Task prompt >> Whenever a line in the data contains "network", show that line.

Exercise data >>

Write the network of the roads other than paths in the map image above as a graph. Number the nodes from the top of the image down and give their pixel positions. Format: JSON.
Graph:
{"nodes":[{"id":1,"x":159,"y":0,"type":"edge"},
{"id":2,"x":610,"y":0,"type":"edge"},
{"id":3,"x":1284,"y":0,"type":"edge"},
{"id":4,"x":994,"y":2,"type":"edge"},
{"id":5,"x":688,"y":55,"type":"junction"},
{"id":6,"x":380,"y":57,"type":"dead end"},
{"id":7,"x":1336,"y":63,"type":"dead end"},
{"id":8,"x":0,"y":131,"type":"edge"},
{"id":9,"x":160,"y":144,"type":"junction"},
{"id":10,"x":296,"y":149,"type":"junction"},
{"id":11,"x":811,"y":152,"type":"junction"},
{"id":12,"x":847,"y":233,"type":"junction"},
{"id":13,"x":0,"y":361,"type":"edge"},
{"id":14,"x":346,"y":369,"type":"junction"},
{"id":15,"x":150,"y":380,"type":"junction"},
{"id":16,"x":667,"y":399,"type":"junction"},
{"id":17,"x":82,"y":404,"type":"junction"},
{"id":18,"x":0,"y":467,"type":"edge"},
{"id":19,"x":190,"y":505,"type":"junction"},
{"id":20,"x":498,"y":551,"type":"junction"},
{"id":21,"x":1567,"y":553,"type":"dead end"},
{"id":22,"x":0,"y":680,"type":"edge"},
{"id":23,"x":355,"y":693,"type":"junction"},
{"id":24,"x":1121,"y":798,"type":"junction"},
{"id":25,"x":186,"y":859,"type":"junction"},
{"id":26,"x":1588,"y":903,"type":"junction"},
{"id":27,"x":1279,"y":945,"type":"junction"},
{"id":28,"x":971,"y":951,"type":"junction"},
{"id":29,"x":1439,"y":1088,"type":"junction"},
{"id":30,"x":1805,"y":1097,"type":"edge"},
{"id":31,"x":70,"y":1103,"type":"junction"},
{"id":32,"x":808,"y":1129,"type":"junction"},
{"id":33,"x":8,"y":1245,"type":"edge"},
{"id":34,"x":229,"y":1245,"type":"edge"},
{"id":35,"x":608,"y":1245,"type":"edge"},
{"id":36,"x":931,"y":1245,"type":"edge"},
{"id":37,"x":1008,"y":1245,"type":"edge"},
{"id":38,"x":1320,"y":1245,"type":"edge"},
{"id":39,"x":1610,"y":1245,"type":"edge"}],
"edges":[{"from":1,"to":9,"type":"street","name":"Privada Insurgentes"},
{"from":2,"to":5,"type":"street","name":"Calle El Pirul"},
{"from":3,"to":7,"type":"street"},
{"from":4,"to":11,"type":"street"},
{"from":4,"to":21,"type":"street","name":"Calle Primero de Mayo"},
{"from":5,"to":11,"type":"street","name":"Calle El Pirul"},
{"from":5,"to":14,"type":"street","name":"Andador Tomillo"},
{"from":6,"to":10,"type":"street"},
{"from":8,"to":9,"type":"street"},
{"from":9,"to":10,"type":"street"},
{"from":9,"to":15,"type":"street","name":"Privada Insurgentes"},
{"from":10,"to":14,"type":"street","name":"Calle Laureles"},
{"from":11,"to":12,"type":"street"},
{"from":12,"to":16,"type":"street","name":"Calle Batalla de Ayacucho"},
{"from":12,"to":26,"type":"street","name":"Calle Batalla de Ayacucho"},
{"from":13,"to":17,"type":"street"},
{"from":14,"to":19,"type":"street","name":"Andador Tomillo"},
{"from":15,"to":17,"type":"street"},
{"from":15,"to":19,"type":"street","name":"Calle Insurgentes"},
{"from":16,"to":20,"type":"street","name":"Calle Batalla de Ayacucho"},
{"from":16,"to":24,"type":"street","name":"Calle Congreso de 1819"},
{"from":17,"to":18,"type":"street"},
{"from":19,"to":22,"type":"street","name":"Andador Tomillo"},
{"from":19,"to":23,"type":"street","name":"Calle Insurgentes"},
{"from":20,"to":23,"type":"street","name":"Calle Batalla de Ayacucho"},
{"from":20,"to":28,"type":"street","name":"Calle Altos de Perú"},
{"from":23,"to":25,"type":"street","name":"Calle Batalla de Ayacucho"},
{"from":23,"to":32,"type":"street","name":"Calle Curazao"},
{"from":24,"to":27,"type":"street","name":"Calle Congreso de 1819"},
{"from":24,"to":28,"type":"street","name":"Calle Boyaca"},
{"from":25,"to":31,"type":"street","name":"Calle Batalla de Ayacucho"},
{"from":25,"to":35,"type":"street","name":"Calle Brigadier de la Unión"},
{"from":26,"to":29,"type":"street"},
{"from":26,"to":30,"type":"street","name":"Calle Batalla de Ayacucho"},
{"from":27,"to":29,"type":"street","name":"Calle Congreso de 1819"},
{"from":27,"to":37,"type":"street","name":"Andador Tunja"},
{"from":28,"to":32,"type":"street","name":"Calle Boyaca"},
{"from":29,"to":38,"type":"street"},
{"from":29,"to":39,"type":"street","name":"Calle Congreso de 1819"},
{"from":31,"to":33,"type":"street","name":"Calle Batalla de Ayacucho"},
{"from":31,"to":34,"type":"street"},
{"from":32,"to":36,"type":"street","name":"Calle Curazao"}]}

* * *

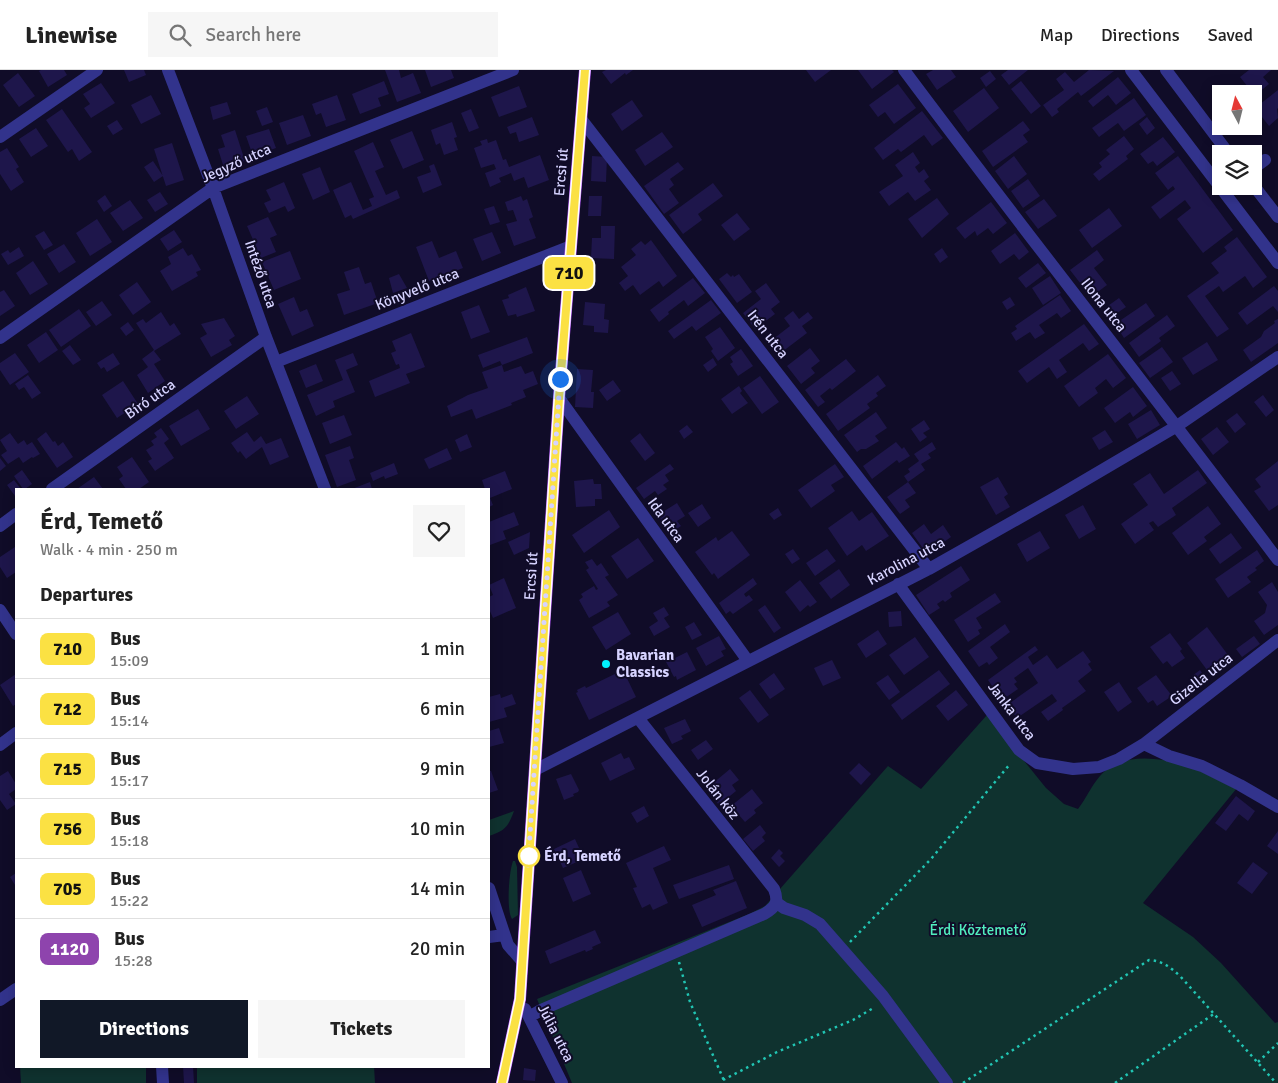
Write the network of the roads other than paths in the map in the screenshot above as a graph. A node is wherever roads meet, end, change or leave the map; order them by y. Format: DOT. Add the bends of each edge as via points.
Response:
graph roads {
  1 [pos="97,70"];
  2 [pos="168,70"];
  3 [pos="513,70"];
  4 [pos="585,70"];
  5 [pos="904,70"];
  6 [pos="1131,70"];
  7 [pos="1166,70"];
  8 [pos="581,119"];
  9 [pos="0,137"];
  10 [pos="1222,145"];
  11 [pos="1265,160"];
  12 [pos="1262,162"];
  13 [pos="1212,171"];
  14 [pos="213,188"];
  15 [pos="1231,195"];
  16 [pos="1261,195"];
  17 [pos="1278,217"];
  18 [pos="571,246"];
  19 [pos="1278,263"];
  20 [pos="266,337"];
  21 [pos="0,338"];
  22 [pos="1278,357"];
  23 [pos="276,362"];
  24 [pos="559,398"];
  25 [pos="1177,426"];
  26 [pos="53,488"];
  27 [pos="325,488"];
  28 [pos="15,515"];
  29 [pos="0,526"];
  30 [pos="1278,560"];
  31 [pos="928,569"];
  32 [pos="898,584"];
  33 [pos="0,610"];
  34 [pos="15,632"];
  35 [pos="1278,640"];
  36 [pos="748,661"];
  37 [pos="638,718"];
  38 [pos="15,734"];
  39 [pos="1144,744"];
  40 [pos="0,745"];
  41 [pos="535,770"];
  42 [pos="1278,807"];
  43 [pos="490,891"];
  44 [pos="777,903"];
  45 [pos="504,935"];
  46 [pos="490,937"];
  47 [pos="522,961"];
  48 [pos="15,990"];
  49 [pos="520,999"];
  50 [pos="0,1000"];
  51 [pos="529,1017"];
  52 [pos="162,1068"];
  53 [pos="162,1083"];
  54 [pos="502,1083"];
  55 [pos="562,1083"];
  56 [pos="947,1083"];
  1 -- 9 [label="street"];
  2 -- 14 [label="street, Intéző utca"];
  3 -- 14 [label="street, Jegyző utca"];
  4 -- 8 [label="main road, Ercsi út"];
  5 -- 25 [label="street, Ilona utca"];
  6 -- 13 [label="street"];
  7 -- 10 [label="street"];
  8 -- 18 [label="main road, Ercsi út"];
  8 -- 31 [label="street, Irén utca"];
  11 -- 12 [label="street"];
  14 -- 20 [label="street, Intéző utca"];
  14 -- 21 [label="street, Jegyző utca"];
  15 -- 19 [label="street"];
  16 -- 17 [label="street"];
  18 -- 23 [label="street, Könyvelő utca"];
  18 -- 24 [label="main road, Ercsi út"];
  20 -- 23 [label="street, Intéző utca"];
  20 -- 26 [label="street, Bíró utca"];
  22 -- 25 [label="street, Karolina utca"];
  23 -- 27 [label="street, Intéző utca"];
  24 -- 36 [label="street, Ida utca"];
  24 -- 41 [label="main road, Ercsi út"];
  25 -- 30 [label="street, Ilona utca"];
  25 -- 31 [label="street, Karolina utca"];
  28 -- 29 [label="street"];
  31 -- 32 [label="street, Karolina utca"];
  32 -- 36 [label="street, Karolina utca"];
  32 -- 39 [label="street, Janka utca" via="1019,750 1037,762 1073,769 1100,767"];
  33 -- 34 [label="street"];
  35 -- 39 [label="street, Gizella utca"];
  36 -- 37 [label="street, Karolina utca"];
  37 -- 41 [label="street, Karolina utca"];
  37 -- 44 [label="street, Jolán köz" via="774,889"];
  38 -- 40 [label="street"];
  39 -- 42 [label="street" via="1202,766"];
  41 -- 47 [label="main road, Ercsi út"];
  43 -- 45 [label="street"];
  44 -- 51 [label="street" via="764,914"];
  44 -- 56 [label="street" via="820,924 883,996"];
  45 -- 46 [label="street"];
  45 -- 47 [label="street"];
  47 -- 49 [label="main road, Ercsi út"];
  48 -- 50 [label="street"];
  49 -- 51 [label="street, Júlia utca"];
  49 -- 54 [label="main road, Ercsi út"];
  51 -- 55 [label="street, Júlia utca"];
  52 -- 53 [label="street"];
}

---

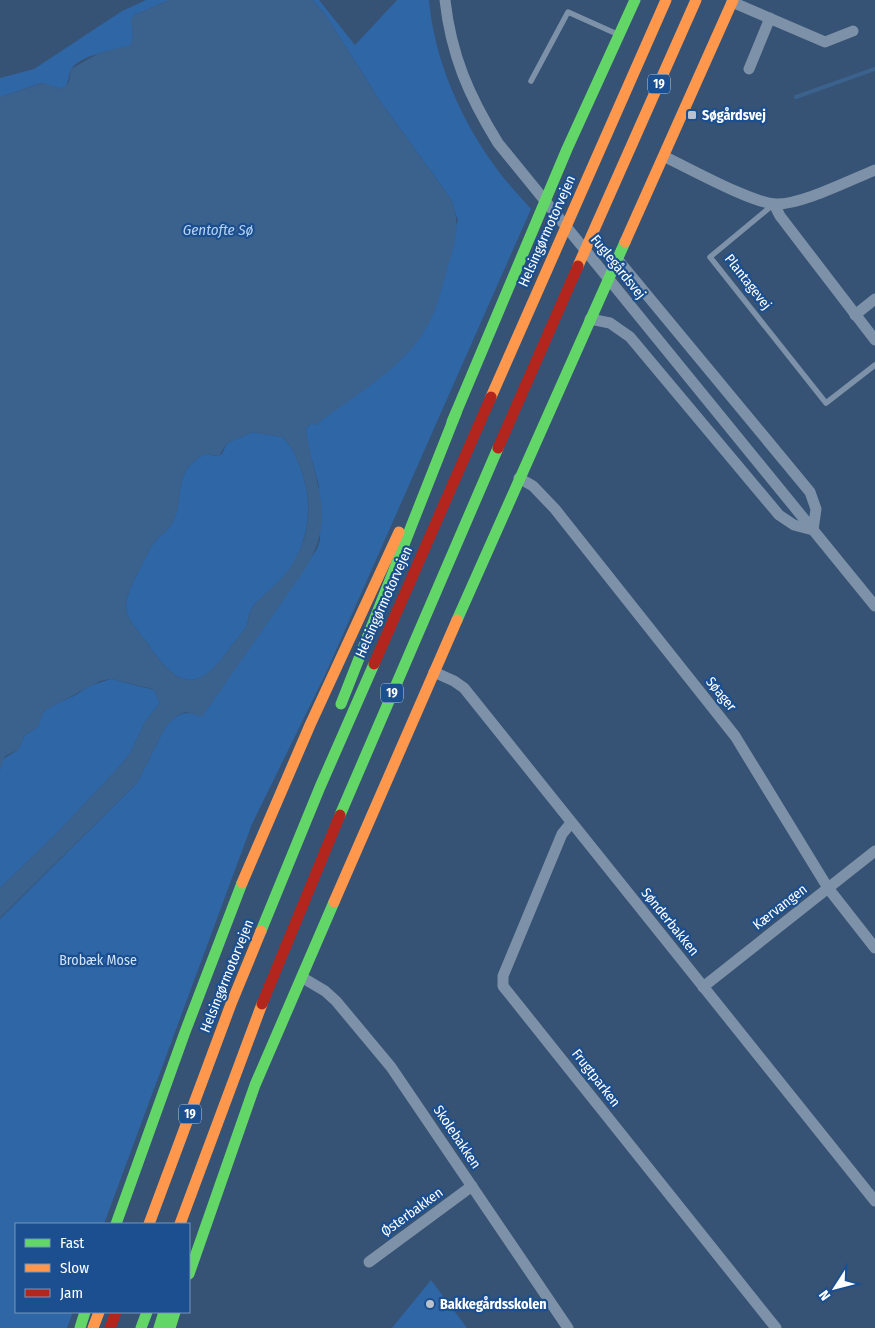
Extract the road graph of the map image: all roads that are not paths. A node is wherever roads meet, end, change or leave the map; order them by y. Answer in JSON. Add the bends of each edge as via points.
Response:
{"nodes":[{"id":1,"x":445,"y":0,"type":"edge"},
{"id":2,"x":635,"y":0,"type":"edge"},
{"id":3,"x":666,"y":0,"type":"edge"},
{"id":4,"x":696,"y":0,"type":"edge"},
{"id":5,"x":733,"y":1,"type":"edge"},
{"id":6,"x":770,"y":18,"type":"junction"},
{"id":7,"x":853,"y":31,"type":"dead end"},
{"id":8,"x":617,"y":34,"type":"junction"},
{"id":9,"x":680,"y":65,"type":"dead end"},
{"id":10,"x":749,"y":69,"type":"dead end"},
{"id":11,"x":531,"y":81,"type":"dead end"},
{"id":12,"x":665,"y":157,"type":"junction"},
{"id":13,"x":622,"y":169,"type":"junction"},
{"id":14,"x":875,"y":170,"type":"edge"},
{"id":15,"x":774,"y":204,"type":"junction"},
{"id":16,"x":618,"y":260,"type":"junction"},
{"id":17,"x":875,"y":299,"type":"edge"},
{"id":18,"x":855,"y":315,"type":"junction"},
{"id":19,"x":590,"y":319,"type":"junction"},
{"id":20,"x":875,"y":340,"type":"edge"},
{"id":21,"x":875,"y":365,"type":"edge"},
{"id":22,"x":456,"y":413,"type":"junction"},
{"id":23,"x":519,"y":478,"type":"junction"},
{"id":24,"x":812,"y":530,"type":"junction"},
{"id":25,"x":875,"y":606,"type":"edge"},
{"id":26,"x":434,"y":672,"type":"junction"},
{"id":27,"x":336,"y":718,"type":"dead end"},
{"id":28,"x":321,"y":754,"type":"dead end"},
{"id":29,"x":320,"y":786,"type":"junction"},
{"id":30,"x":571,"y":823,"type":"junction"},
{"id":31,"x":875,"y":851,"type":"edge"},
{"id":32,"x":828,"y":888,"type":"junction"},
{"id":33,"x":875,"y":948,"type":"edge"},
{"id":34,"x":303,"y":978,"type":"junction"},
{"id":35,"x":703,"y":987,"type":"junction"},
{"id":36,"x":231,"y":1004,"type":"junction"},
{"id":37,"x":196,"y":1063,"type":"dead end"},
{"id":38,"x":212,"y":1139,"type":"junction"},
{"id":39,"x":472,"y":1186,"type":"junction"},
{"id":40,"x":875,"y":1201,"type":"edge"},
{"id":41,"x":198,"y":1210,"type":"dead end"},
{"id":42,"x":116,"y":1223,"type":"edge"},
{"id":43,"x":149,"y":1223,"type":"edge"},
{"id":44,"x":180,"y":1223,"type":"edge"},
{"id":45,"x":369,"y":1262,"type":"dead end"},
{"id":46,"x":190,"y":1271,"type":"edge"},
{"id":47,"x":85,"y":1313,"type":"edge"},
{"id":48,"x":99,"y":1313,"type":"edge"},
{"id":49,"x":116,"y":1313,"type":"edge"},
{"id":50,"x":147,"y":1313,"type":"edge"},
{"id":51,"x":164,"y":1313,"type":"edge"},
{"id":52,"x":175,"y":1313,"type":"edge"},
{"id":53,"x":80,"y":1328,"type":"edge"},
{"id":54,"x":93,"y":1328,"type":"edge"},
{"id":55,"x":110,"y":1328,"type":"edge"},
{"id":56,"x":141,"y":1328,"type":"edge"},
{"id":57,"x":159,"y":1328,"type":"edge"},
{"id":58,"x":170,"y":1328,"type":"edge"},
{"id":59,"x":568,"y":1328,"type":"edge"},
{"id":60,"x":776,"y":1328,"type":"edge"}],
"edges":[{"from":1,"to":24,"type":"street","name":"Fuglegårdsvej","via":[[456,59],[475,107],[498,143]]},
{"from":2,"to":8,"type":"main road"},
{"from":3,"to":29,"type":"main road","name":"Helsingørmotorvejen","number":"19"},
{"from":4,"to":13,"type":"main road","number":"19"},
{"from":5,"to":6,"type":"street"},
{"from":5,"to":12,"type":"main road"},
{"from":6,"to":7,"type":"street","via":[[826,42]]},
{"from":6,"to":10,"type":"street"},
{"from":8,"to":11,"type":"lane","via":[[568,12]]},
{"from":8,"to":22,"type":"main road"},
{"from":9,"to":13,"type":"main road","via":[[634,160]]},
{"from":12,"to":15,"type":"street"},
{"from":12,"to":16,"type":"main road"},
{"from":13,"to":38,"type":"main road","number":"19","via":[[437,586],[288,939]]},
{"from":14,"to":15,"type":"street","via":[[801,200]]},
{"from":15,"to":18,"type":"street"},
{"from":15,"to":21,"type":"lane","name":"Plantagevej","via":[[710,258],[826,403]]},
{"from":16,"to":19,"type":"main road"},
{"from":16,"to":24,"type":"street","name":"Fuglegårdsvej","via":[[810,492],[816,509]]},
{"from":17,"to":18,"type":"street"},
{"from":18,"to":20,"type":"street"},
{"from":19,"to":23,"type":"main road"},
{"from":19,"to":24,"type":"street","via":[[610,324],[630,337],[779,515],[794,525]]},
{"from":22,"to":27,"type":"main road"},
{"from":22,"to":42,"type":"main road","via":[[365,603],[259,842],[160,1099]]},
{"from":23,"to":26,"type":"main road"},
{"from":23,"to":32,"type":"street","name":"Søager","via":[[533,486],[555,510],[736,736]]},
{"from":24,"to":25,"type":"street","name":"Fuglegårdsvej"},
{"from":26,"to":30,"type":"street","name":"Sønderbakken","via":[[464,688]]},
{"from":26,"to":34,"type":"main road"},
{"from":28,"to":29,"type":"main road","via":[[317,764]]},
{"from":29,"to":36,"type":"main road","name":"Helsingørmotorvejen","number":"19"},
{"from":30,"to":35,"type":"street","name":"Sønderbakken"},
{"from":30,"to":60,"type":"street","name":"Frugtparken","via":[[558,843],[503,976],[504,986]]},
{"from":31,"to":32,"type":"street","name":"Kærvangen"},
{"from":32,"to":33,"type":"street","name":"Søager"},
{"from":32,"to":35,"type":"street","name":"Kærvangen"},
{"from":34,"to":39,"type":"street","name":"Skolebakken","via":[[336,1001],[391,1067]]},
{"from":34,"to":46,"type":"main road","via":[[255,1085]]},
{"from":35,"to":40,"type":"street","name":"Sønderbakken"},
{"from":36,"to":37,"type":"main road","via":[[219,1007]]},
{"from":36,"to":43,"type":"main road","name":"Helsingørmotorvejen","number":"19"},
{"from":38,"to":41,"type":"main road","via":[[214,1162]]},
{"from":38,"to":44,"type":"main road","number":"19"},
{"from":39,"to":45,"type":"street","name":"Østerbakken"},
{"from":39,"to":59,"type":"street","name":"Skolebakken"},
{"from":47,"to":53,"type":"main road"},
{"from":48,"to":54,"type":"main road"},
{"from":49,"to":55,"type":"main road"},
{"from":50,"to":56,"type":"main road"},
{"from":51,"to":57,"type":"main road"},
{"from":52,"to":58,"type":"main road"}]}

Answer space >>
Write the network of the roads other than paths in the map image above as a graph. Number the nodes from the top of the image down and give their pixel positions. Format: JSON.
Write the network of the roads other than paths in the map in the screenshot above as a graph. A node is wherever roads meet, end, change or leave the map; order them by y. Format: DOT. Add the bends of each edge as via points.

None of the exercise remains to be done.